The Sonderkommando revolt was, in fact, the only instance of active armed resistance in the history of Auschwitz-Birkenau. Like the uprisings of the previous year in Treblinka and Sobibór extermination camps, it demonstrated that there were Jews who fought back even in the most desperate of situations. Whilst the wider prisoner resistance movement in Auschwitz-Birkenau, understandably from its perspective, wished to delay a planned camp-wide revolt until the Red Army was approaching, the members of the Sonderkommando took the lead in pressing for more immediate action.
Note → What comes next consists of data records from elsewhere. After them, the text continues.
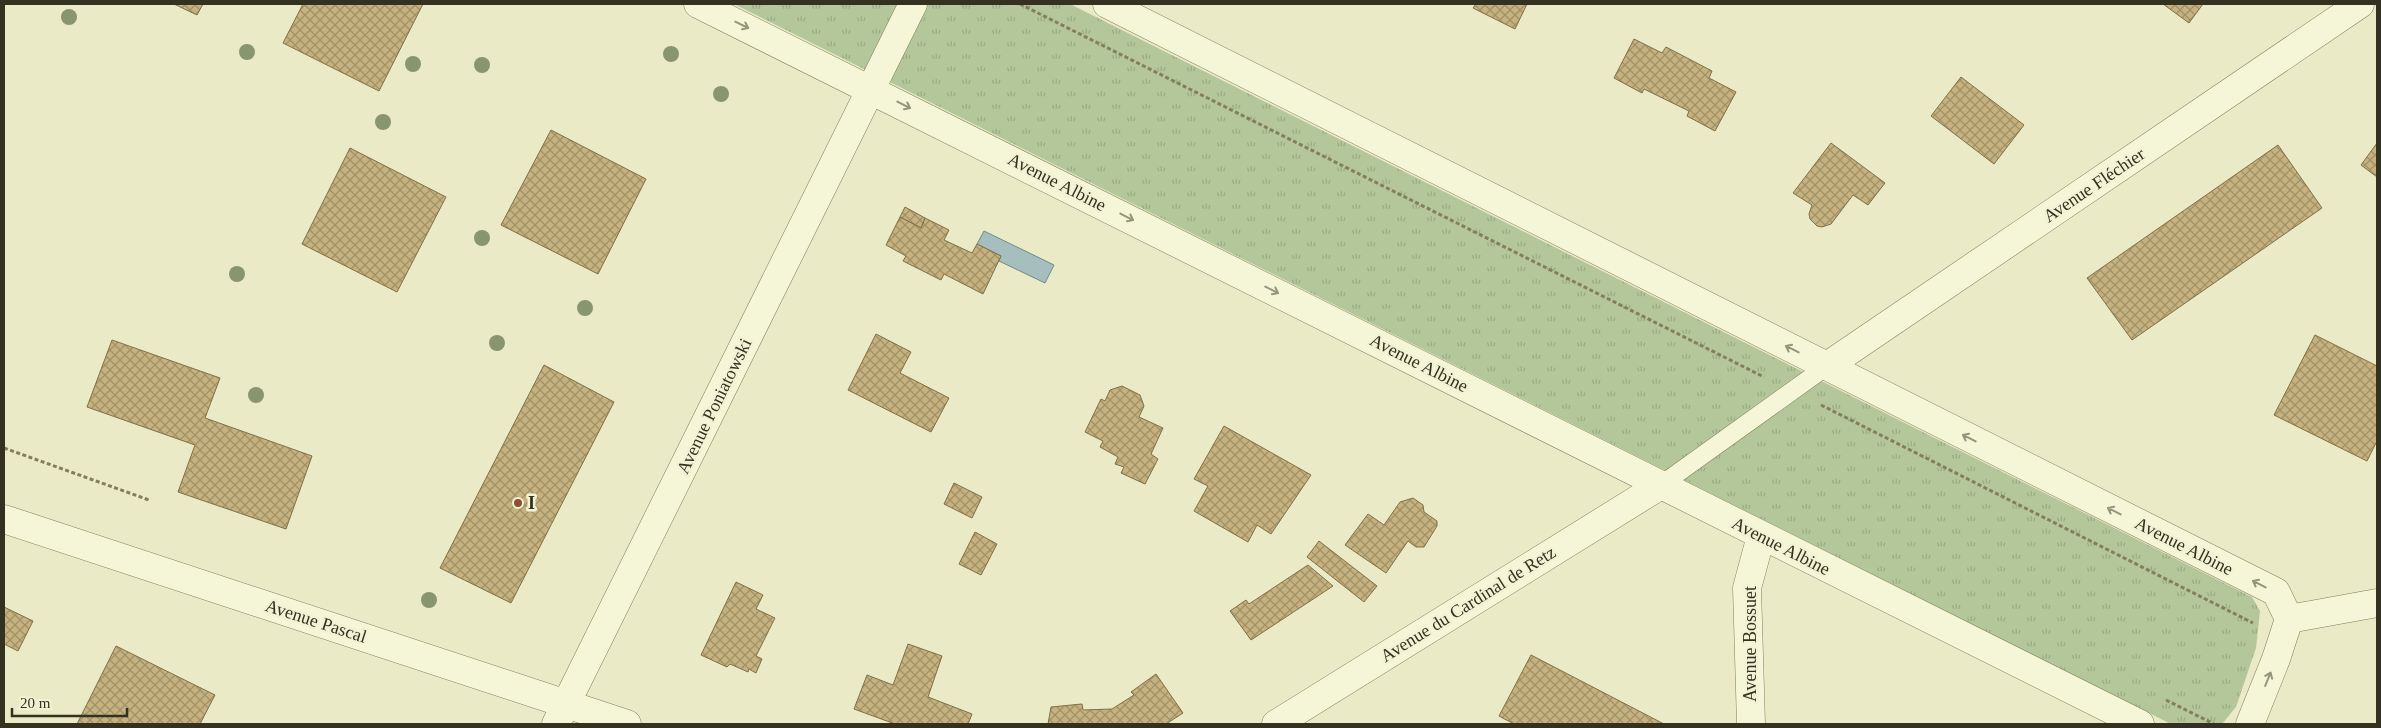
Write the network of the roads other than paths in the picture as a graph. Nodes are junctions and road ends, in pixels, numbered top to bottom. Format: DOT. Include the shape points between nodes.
graph roads {
  1 [pos="698,4"];
  2 [pos="913,4"];
  3 [pos="1108,4"];
  4 [pos="2360,4"];
  5 [pos="871,88"];
  6 [pos="1827,366"];
  7 [pos="1661,485"];
  8 [pos="4,519"];
  9 [pos="1761,536"];
  10 [pos="2377,603"];
  11 [pos="2289,619"];
  12 [pos="562,714"];
  13 [pos="627,724"];
  14 [pos="1276,724"];
  15 [pos="1751,724"];
  16 [pos="2140,724"];
  17 [pos="2250,724"];
  1 -- 5 [label="street, Avenue Albine, one-way"];
  2 -- 5 [label="street, Avenue Poniatowski"];
  6 -- 3 [label="street, Avenue Albine, one-way"];
  4 -- 6 [label="street, Avenue Fléchier"];
  5 -- 7 [label="street, Avenue Albine, one-way"];
  5 -- 12 [label="street, Avenue Poniatowski"];
  6 -- 7 [label="lane"];
  11 -- 6 [label="street, Avenue Albine, one-way" via="2276,592"];
  7 -- 9 [label="street, Avenue Albine"];
  7 -- 14 [label="street, Avenue du Cardinal de Retz"];
  8 -- 12 [label="street, Avenue Pascal"];
  9 -- 15 [label="street, Avenue Bossuet" via="1747,588"];
  9 -- 16 [label="street, Avenue Albine"];
  10 -- 11 [label="street"];
  17 -- 11 [label="street, one-way"];
  12 -- 13 [label="street, Avenue Pascal"];
}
This was initially in the hope of impeding the largest killing operation in the camp’s history, the murder of more than 400,000 Hungarian Jews in just two months in the spring of 1944. They also knew that they themselves could not wait for the Soviets: as Geheimnisträger ('bearers of secrets'), they were under no illusion as to what their ultimate fate would be if the Nazis had to abandon the camp – they would not allow them to survive to tell their stories.
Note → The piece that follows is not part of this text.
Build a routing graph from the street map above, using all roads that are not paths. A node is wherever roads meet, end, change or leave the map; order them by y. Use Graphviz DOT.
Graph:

By the autumn of 1944, after a number of planned uprisings in the summer had been called off at the last moment, the situation had become more urgent: transports had virtually ceased and the liquidation of the Sonderkommando was indeed beginning. Thus, when SS men entered Crematorium III (today known as IV) around noon on 7th October, the prisoners fought back with improvised weapons and small quantities of gunpowder smuggled to them at immense risk by female Jewish prisoners over several months. Taking the Germans by surprise, they were able to kill three SS men and blow up the crematorium. Seeing the flames, their comrades in Crematorium I (now II) launched their own action and many were able to escape the camp. However, all were soon tracked down and murdered, the fate which also befell the prisoners in Crematorium III and – three months later, after an SS investigation – four of the women who had organised the smuggling of explosives. Most of the minority of Sonderkommando prisoners who survived the revolt, and who had to dispose of the bodies of their fallen comrades, lost their lives at the camp’s evacuation or during the subsequent death marches.
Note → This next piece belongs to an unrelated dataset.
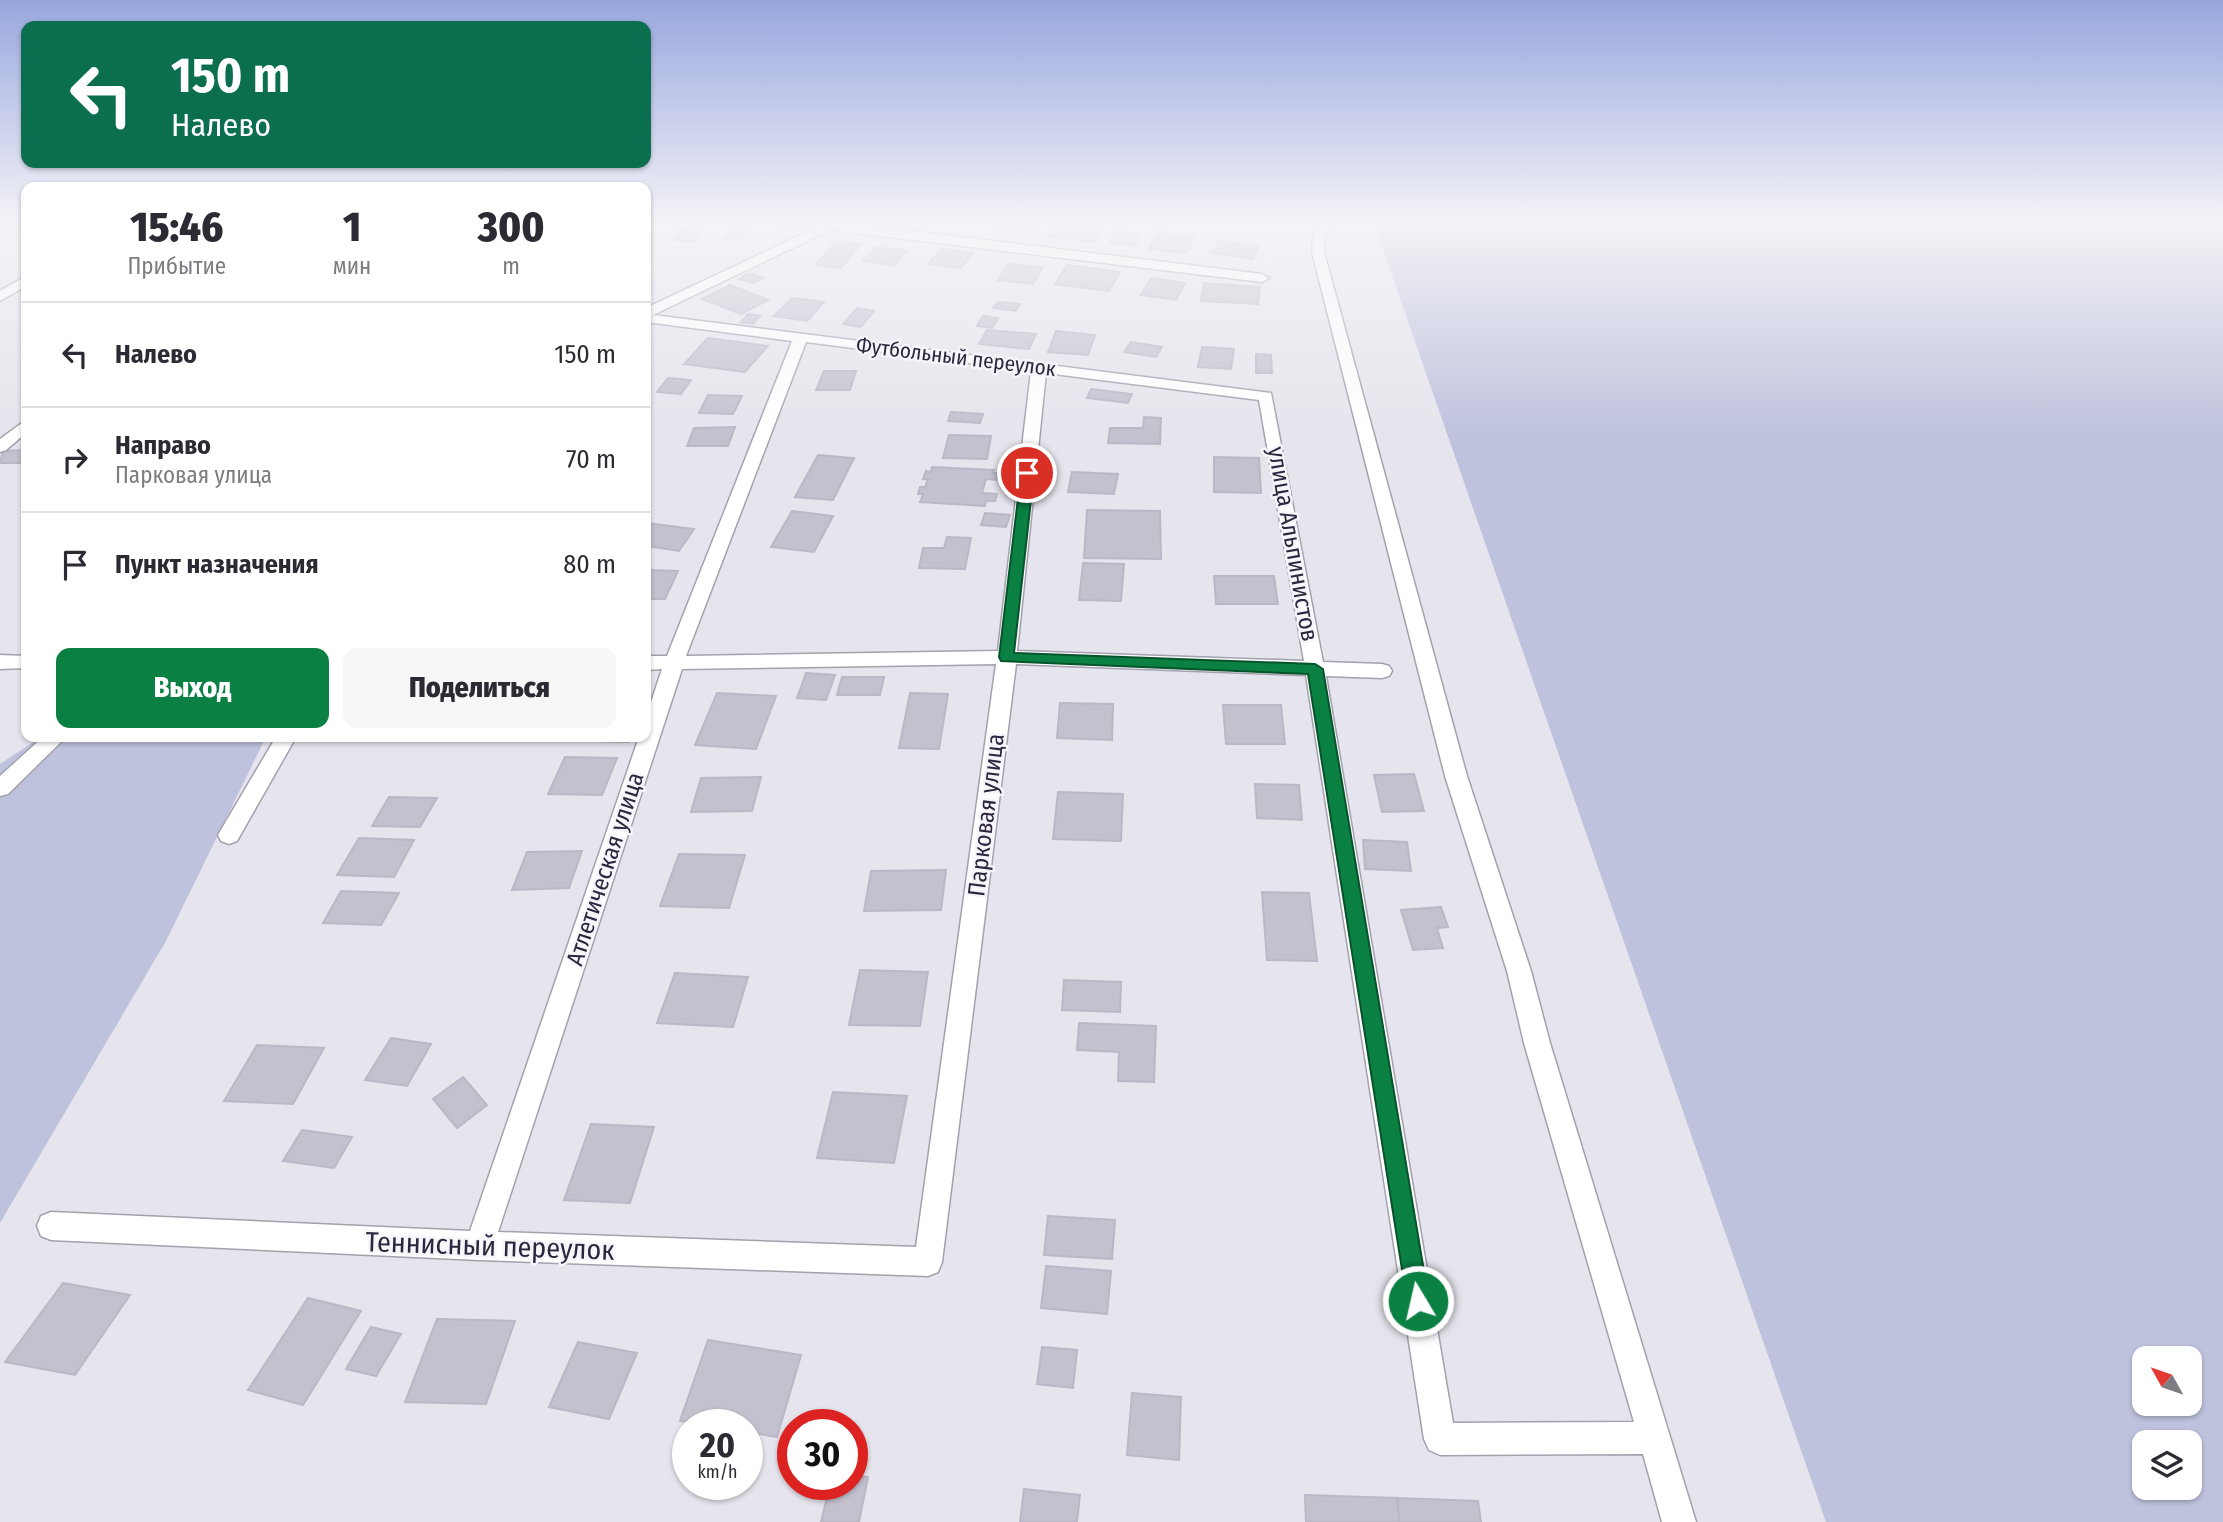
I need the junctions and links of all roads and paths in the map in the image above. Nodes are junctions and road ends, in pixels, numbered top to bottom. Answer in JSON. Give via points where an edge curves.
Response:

The Sonderkommando rising was an assertion of defiance amidst the despair which should give all of us – like those students, teachers and guests standing by those same crematoria today – pause to remember and reflect. Effective Holocaust education, such as the Lessons from Auschwitz Project, is never about the transmission of easy answers or comforting homilies; rather, it encourages us to consider the complexities of the Holocaust and cautions against simplistic moral judgements of the sort which were once applied to the members of the Sonderkommando. Their tragic story was not one of monsters or heroes but rather of ordinary men faced with the 'choiceless choices' which so often characterised Jewish experiences during the Holocaust and whose study is central to the Lessons from Auschwitz Project.
As the participants in today’s visit return to Glasgow after their unforgettable experience, they will doubtless be reflecting on the words addressed to the future "citizen of the free world" which they heard from Zalman Gradowski, written shortly before he lost his life in the uprising: "I pass on to you only a small part of what took place in the hell of Auschwitz-Birkenau. It is for you to comprehend the reality." It is a message which all of us would do well to heed.